渡辺さんも講演に来て下さった方に、青年海外協力隊の話もしてくれたら助かるんですが……
一人じゃ時間を持たせる事が苦しくて。
それに、選挙のアピール存分にして下さい。私も応援します。」
「本当ですか?
私なんかの話で……」
「じゃ、決まり!
良いよね、前田マネージャー」
「島崎本部長に報告しないと……」
「大丈夫!茜に連絡しとくから!
茜が言ったら、本部長は嫌とか言わないから。」
「そうですか?
じゃお願いします。」
若菜は茜に連絡を入れて、私との再会にビックリしていたそうだ。
「若菜だけズルいよ!
私も会いたかったなぁ……
渡辺さんに…
仕方ないなぁ、伝えておくわ。
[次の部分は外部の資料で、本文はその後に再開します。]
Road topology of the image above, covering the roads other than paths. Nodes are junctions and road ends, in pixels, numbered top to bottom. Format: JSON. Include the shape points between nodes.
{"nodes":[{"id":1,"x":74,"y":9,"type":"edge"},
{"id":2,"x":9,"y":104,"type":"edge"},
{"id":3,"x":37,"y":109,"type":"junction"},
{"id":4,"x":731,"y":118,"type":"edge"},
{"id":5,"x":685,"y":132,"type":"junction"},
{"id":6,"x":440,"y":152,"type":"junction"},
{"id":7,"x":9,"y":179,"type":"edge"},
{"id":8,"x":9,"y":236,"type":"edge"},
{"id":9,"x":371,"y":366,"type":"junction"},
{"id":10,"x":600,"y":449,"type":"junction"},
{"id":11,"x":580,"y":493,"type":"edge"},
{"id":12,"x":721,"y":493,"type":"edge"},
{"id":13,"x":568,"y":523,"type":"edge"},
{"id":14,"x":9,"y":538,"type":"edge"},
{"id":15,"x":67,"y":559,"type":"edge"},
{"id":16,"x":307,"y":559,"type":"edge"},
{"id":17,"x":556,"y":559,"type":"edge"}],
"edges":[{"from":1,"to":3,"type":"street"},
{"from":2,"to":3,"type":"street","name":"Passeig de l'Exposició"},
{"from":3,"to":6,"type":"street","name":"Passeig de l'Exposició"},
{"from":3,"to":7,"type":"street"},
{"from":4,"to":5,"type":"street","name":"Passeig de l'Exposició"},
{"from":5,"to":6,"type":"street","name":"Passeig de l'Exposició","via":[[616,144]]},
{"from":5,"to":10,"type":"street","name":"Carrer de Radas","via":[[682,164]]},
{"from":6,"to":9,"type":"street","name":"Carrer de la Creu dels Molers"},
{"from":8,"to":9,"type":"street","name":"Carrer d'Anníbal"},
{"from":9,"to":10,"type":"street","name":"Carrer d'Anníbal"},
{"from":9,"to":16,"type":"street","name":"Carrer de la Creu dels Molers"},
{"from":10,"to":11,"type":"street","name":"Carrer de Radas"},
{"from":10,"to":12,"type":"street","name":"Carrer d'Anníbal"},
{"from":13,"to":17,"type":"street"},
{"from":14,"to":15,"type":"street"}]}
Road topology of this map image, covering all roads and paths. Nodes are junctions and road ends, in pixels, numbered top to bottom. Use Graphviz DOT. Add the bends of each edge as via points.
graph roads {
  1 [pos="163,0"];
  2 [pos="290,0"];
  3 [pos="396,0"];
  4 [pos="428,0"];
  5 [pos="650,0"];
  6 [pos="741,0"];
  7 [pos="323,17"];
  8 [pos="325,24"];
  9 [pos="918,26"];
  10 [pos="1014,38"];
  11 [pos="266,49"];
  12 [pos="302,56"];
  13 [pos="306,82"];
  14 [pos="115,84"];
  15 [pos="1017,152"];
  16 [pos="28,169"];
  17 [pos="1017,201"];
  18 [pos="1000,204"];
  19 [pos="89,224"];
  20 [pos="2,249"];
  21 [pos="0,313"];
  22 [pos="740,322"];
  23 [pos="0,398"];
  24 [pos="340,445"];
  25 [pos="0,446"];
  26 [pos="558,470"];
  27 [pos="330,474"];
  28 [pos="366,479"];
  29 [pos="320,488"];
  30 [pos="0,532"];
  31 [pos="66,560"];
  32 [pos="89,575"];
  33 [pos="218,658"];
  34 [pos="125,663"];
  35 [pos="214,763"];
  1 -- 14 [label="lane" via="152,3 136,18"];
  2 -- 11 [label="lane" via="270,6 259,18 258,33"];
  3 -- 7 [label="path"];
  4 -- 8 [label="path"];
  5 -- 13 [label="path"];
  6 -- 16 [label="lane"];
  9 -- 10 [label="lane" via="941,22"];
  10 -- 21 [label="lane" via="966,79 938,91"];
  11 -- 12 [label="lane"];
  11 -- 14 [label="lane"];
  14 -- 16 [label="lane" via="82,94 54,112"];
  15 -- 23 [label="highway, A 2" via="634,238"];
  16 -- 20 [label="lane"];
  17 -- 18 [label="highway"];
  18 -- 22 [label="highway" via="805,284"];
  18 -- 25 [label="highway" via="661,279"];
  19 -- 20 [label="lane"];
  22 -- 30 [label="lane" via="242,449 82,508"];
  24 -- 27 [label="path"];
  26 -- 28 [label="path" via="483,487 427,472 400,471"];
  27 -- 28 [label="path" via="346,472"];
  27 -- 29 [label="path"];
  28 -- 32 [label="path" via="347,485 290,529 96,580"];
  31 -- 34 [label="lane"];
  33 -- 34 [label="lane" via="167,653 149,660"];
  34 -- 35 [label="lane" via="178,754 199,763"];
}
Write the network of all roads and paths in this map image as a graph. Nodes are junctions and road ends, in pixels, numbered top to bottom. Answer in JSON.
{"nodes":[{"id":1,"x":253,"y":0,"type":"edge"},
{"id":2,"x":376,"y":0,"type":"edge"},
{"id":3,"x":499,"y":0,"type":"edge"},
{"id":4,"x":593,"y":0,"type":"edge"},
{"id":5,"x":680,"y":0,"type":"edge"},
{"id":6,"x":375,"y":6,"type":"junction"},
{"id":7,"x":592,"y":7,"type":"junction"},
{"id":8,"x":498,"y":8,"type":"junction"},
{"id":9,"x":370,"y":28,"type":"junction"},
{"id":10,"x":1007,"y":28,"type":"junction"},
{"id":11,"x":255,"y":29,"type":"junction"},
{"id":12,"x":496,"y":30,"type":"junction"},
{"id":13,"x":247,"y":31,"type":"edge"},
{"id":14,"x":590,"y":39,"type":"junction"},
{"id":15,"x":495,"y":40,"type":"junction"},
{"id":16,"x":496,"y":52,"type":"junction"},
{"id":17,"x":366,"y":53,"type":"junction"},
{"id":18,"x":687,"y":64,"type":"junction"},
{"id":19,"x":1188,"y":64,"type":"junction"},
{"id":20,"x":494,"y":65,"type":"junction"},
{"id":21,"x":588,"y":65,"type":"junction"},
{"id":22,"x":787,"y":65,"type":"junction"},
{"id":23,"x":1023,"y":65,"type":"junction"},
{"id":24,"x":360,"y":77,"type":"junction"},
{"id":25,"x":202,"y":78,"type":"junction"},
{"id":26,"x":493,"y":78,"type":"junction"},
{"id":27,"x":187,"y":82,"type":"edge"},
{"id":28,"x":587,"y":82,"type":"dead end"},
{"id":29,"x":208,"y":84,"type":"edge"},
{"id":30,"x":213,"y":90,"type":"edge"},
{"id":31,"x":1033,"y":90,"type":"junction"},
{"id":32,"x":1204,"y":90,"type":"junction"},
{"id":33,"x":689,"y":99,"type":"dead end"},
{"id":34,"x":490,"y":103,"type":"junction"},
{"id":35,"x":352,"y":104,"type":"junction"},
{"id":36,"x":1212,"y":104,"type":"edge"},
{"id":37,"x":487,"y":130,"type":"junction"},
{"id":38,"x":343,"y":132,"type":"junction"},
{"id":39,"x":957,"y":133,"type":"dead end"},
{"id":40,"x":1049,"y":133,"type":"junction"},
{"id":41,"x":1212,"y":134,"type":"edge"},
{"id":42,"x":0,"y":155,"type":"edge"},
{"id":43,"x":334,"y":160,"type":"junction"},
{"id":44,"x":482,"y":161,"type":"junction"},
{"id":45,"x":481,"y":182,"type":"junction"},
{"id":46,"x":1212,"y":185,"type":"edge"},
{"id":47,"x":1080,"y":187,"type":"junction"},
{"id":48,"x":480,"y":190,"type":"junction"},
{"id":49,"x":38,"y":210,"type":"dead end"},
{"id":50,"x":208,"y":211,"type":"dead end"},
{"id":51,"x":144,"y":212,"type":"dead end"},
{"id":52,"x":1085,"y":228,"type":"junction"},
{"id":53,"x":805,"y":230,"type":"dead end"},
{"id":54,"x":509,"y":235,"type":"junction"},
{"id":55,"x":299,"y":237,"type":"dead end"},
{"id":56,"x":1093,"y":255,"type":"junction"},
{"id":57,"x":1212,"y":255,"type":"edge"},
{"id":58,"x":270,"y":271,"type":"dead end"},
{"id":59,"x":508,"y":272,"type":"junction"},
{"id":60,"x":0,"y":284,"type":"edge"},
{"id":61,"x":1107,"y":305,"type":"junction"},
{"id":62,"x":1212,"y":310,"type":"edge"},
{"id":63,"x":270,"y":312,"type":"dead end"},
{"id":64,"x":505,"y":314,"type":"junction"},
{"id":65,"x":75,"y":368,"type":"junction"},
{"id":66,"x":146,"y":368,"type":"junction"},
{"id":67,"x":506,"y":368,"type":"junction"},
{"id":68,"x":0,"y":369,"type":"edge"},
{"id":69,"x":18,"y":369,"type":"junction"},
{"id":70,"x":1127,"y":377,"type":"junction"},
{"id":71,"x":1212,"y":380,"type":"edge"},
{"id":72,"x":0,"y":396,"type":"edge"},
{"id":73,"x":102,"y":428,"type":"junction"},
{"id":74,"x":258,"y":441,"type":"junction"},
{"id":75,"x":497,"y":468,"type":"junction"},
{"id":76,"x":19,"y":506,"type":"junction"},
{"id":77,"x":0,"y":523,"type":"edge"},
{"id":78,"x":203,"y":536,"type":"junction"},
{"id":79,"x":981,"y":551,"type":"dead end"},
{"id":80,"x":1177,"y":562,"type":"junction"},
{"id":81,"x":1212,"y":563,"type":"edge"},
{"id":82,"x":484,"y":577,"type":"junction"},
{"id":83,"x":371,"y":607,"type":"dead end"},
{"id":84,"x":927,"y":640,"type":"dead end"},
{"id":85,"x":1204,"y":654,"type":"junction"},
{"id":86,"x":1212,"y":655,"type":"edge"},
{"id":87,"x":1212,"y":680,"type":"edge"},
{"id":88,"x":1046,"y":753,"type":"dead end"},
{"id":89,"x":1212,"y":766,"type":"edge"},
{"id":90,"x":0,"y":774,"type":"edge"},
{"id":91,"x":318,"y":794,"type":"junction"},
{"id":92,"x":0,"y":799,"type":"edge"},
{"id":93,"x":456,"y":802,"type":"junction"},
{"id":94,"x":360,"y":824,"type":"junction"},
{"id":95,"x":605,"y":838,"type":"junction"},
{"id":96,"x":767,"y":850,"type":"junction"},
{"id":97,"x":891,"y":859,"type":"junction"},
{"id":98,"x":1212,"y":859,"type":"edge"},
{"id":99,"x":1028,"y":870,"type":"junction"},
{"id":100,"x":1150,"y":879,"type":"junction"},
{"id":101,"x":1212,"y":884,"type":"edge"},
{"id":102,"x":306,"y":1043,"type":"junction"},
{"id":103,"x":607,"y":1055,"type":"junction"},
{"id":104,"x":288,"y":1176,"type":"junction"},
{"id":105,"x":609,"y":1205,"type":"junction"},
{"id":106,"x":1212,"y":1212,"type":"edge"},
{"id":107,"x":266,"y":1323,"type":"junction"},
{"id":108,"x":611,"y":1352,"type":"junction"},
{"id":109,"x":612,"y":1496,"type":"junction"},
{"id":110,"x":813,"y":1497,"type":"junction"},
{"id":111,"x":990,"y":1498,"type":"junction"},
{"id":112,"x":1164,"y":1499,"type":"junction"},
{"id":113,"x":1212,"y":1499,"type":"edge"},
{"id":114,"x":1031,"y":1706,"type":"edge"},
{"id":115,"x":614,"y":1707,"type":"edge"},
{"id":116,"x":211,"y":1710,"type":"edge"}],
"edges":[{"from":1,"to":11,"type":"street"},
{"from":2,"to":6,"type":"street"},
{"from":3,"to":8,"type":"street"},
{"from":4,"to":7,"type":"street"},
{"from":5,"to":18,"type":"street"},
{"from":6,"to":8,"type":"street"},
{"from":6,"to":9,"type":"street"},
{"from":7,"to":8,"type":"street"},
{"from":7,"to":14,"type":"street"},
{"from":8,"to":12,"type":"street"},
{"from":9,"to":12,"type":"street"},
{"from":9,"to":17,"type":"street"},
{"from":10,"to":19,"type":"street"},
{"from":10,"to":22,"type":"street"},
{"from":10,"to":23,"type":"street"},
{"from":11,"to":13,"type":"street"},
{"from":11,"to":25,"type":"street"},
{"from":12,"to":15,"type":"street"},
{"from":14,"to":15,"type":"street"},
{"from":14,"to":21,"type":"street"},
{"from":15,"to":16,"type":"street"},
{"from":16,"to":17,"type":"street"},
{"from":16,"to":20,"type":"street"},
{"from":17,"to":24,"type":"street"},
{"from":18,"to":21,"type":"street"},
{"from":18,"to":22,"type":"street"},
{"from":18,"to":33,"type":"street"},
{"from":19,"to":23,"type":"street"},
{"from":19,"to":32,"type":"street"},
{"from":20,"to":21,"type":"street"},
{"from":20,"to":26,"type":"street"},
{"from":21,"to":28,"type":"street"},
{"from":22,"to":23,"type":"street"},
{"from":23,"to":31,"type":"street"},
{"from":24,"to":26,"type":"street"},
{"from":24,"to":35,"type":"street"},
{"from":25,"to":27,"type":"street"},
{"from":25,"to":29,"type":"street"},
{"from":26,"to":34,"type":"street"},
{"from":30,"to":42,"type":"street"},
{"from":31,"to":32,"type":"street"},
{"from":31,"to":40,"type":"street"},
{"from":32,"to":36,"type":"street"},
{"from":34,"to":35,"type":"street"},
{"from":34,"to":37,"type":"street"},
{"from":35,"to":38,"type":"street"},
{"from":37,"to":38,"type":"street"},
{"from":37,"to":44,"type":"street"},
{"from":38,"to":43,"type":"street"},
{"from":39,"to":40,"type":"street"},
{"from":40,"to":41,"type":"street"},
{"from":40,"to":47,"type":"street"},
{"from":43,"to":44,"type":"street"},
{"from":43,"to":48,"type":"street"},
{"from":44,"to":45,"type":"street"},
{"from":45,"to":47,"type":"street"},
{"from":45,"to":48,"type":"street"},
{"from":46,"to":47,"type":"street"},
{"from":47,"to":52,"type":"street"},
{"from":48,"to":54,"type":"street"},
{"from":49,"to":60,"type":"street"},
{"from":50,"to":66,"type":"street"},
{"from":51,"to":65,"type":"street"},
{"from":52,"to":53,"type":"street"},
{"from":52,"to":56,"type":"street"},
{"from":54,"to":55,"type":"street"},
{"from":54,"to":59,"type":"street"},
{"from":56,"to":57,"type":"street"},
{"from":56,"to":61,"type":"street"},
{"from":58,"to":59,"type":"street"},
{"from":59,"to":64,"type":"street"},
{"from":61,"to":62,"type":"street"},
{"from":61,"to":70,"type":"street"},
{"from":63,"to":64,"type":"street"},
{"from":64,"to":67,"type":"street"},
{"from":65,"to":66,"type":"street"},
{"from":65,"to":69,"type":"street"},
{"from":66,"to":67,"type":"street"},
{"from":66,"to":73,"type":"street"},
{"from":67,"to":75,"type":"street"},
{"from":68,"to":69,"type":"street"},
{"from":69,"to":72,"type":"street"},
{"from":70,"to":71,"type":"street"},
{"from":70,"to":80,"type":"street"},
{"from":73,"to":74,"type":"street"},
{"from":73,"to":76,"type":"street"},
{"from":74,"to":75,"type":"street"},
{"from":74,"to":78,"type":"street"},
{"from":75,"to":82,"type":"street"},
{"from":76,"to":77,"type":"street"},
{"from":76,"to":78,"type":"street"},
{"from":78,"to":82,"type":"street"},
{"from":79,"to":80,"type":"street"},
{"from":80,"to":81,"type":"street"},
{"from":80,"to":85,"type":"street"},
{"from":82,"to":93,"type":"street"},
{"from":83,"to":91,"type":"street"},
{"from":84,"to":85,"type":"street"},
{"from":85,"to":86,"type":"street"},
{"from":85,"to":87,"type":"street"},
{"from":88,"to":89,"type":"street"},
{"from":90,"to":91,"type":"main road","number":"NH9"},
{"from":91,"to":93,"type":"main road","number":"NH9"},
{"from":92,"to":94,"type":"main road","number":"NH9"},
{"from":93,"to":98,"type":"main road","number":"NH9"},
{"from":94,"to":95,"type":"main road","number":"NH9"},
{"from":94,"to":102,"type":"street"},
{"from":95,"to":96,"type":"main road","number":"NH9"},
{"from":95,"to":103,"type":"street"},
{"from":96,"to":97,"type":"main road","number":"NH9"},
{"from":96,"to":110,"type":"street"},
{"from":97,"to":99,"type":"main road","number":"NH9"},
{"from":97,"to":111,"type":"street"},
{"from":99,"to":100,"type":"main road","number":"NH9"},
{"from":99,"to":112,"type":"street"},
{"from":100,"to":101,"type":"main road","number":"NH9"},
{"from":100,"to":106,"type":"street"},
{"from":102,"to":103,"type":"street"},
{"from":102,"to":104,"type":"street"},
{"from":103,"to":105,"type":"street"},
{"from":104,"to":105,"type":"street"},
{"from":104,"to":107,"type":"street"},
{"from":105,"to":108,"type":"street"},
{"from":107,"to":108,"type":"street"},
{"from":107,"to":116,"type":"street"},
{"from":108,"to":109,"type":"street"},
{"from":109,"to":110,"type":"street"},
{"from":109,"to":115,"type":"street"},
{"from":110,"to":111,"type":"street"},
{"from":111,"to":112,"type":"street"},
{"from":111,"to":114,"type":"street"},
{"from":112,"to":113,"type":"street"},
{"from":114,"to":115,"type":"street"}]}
」
「時間がないわ!急ぎましょ。」
「あの、チャリは?」
「乗せられないからダッシュで付いていて!」
「は、はい。」
私は必死に付いて行き、門司港ホテルの入口にたどり着いた。
「渡辺さん、えらい汗ね!
背広まで、びしょびしょじゃん。
これじぁ、講演に出れないね……
どうしよう…
そうだ、前田マネージャー、渡辺さんと体型が同じぐらいだね!
背広貸してあげて!」
「えっ……
私の服は?
前田マネージャーは、トイレでも隠れてて!」
「えっ…」
「すみません。私の為に…」
その時、若菜の強引な性格を私は気づかず、私に対しての優しさと勘違いしていた。